One of the most powerful and disturbing images in all of cinematography comes at the end of Costa-Gavras’ 1969 film, “Z.” First the screen goes black when the Greek colonels arrest the investigating magistrate, and then there appears an ever longer list of things the colonels have banned, ranging from chewing gum to Plato.
But now a similar development is occurring in Vladimir Putin’s Russia as officials both in Moscow and in the regions compete with one other to expand the list of attitudes and actions that they say fall under the rubric of “anti-state activity” and insist must be excluded from Russian life by official actions and public censure.
It is impossible to report about all such official efforts to “protect” Russians and Russia from such things – they are coming at too rapid a rate — but an event this week at Kuban State University provides a horrific exemplar, one that should recall Pastor Niemoeller’s observation about what happens when no one protests against attacks on others.
Valeriy Zuyev, the deputy dean at the university, sent a message to the head of the journalism faculty saying that an analysis of student accounts in the VKontakte social network shows that “students ‘are conducting anti-state activity and supporting opposition views”.

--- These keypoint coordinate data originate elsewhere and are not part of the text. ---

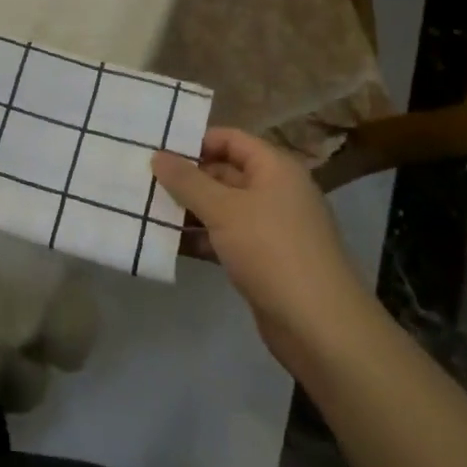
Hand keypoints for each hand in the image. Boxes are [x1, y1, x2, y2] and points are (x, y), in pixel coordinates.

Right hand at [152, 129, 368, 371]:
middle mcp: (277, 191)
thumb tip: (158, 154)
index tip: (159, 151)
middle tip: (146, 182)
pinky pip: (228, 237)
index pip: (230, 139)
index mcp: (275, 168)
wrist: (320, 327)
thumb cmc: (271, 251)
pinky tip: (171, 245)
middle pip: (225, 172)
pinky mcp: (266, 260)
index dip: (196, 141)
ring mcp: (273, 227)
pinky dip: (203, 238)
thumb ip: (187, 181)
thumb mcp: (223, 210)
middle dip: (188, 178)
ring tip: (150, 211)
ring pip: (224, 207)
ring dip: (191, 210)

Zuyev called for the journalism dean to discipline the students involved and to prevent them from continuing to study journalism at the university. Among the “anti-state” activities he pointed to were the following:
- Support for “liberal communities of a pro-Western direction.”
- Involvement in lesbian relationships.
- Involvement in drug groups
- Involvement in any LGBT group “propagandizing hatred of men.”
- Support for LGBT groups.
- Ultra-radical football fans.
- Interest in news about the opposition.
- Covert support for LGBT.
- Support for the KPRF.
- “Ultra-radical feminism of the extremist kind.”